(Dataset entries)
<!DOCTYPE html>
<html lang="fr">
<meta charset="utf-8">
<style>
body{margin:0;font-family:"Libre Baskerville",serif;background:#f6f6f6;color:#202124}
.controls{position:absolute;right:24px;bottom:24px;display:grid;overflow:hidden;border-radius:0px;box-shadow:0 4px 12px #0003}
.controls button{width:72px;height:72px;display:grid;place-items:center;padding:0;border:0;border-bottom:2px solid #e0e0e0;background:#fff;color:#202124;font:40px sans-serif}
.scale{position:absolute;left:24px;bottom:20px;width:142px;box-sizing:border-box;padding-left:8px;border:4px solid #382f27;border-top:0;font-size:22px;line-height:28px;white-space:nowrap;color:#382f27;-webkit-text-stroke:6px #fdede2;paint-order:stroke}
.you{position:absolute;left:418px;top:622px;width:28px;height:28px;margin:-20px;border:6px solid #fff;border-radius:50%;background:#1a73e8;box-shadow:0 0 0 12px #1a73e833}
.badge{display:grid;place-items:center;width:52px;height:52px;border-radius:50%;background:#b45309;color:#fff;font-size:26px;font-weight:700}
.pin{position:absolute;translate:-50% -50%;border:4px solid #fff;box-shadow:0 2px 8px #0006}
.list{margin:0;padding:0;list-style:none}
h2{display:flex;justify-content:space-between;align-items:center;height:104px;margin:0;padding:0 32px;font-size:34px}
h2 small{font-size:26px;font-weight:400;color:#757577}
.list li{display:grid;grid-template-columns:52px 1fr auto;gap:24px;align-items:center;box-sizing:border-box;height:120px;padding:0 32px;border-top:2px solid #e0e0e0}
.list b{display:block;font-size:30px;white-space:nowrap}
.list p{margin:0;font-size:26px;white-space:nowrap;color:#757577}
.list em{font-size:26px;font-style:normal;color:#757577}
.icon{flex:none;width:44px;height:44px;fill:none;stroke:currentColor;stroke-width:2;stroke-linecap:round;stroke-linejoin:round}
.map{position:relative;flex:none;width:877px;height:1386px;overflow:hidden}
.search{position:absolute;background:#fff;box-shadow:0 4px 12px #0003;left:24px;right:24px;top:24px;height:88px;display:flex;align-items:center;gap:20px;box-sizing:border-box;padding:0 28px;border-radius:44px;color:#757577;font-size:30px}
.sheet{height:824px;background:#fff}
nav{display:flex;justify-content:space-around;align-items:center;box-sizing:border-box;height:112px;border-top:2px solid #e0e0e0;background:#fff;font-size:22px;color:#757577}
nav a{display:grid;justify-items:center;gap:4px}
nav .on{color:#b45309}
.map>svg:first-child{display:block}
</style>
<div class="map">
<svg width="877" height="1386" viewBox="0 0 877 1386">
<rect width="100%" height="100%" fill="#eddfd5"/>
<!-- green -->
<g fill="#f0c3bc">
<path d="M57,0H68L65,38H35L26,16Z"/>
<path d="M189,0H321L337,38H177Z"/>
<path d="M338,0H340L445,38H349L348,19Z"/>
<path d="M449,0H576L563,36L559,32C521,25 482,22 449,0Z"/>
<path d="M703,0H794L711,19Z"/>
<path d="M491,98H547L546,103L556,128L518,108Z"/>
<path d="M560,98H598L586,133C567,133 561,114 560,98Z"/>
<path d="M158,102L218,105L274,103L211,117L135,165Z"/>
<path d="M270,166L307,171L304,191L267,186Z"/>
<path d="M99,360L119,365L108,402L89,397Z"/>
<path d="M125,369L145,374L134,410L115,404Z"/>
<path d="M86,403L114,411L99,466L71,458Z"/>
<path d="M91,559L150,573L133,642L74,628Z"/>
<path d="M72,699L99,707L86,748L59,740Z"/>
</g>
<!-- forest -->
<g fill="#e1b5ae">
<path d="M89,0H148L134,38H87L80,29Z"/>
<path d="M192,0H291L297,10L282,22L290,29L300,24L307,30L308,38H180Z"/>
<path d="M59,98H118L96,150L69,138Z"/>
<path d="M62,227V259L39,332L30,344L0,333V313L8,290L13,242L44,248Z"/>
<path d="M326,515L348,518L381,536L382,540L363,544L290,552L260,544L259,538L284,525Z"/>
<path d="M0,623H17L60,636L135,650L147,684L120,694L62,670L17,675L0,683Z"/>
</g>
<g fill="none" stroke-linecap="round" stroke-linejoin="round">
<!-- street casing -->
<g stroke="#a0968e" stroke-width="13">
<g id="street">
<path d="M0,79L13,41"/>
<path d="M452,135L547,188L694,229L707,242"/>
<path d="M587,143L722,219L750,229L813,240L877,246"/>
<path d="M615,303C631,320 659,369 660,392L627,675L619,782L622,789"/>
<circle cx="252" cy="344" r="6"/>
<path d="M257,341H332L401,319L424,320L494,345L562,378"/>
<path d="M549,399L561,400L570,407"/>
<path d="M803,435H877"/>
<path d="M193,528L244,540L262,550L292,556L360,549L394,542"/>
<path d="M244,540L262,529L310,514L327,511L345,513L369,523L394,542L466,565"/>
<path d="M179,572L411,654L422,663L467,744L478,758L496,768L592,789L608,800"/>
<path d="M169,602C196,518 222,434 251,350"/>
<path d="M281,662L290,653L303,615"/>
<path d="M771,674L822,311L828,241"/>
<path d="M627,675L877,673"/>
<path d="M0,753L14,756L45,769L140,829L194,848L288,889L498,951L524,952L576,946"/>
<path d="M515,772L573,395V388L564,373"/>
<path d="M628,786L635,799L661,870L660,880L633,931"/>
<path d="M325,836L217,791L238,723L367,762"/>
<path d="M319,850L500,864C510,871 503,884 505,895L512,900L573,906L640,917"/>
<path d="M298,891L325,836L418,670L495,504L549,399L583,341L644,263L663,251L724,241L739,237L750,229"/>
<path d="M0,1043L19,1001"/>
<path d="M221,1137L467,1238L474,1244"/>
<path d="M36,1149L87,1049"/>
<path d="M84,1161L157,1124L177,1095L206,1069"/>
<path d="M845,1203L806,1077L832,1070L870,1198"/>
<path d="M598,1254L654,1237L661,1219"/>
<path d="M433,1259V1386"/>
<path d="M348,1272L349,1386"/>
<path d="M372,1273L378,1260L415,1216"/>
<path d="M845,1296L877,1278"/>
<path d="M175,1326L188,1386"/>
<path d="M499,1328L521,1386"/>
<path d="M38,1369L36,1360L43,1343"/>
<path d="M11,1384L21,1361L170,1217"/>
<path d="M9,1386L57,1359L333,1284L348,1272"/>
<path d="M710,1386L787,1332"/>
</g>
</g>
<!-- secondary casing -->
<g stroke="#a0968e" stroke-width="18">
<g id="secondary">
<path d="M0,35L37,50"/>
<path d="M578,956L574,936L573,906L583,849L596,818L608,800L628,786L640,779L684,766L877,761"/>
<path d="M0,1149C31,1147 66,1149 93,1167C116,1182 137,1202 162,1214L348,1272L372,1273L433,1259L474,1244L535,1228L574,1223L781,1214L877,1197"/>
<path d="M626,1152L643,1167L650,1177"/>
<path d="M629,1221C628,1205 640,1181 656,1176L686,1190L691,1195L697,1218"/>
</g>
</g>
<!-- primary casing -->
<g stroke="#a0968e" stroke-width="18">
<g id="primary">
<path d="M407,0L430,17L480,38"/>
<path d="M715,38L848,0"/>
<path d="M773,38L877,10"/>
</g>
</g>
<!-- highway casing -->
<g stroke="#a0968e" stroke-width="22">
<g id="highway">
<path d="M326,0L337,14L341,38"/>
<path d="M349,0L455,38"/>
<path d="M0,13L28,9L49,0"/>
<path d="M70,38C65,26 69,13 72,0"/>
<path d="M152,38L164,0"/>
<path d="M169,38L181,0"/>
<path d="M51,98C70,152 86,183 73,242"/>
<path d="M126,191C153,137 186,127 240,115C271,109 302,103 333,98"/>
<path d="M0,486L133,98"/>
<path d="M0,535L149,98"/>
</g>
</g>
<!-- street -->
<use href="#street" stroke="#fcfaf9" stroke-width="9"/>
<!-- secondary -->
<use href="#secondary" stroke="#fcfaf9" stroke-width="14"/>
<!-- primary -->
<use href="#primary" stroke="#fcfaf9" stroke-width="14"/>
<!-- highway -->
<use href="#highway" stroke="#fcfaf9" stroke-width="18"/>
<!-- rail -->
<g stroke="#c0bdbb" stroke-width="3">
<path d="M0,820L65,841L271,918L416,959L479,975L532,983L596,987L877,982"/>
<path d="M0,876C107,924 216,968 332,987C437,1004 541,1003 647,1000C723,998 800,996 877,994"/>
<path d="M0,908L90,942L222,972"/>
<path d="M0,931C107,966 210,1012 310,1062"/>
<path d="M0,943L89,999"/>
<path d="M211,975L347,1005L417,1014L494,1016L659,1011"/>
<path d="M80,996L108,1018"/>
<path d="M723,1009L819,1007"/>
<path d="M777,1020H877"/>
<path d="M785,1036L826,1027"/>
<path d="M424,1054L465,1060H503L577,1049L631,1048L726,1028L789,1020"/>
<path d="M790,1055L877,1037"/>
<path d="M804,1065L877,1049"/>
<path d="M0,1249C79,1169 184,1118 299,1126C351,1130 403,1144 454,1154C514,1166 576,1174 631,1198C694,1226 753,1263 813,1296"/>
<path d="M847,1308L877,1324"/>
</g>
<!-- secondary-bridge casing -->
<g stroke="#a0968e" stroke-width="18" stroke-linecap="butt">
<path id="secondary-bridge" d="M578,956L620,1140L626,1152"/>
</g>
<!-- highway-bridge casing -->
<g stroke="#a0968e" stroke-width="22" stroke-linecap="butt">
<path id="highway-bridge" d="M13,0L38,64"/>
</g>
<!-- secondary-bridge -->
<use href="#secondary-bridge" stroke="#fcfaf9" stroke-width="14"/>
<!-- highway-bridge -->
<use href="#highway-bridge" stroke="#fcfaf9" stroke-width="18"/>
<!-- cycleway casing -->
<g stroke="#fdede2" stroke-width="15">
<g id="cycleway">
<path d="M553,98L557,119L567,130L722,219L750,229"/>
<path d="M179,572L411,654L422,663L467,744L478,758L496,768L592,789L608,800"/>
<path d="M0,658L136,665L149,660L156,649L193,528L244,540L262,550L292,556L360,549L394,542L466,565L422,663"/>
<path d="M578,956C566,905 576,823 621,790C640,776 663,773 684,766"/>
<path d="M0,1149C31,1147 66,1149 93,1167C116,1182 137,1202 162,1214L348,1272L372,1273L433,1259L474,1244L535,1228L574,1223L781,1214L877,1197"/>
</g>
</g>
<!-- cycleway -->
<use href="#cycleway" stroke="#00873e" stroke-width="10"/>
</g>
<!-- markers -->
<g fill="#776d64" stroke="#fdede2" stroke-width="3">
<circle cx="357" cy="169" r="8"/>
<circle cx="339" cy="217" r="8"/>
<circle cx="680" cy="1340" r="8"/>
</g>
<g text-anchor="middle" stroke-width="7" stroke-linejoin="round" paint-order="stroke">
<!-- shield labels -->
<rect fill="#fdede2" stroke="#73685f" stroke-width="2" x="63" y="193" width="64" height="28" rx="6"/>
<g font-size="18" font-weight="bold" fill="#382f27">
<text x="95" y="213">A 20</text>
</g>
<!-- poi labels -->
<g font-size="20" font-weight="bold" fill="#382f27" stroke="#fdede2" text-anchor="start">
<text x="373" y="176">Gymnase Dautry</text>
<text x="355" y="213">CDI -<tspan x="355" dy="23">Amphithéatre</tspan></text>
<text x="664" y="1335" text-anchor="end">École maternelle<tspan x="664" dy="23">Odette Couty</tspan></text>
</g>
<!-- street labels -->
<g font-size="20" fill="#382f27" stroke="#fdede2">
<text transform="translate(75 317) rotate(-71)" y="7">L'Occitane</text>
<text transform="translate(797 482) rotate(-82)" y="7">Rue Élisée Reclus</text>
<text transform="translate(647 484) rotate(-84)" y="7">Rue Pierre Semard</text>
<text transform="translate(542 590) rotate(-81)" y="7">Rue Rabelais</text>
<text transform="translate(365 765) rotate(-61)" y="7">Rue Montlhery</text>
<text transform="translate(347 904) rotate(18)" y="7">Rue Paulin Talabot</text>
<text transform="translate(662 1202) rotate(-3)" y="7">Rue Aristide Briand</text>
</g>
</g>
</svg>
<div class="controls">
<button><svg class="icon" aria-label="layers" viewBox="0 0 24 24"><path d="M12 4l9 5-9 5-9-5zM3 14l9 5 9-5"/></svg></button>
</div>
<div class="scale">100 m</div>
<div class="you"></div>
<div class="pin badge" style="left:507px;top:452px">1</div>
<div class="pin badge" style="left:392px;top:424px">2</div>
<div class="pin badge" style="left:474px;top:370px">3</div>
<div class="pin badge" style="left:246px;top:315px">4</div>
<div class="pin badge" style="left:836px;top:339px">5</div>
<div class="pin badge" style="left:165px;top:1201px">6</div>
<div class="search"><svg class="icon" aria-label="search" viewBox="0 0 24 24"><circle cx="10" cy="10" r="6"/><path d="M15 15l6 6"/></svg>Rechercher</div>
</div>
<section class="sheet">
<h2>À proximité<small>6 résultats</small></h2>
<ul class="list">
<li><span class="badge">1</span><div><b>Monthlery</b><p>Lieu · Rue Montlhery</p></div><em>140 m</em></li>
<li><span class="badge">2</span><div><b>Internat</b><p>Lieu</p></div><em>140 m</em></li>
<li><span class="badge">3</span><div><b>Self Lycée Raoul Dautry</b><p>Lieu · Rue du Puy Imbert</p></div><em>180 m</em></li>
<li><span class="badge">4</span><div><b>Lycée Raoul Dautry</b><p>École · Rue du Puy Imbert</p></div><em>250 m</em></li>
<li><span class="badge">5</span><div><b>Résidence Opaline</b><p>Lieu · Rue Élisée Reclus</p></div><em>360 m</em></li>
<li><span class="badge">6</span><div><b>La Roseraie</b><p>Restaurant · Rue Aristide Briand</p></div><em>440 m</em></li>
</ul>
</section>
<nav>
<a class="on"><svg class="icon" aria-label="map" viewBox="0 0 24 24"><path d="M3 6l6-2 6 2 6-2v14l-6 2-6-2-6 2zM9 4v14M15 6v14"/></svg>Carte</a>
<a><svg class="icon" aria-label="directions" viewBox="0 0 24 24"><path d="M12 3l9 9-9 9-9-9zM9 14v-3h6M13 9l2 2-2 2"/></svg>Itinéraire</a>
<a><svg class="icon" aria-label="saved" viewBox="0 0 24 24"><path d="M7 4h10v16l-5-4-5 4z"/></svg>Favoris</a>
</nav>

● Task objective: Search the records for the word "place", then list every line that has it.

● Solution for this exercise:
.controls button{width:72px;height:72px;display:grid;place-items:center;padding:0;border:0;border-bottom:2px solid #e0e0e0;background:#fff;color:#202124;font:40px sans-serif}
.badge{display:grid;place-items:center;width:52px;height:52px;border-radius:50%;background:#b45309;color:#fff;font-size:26px;font-weight:700}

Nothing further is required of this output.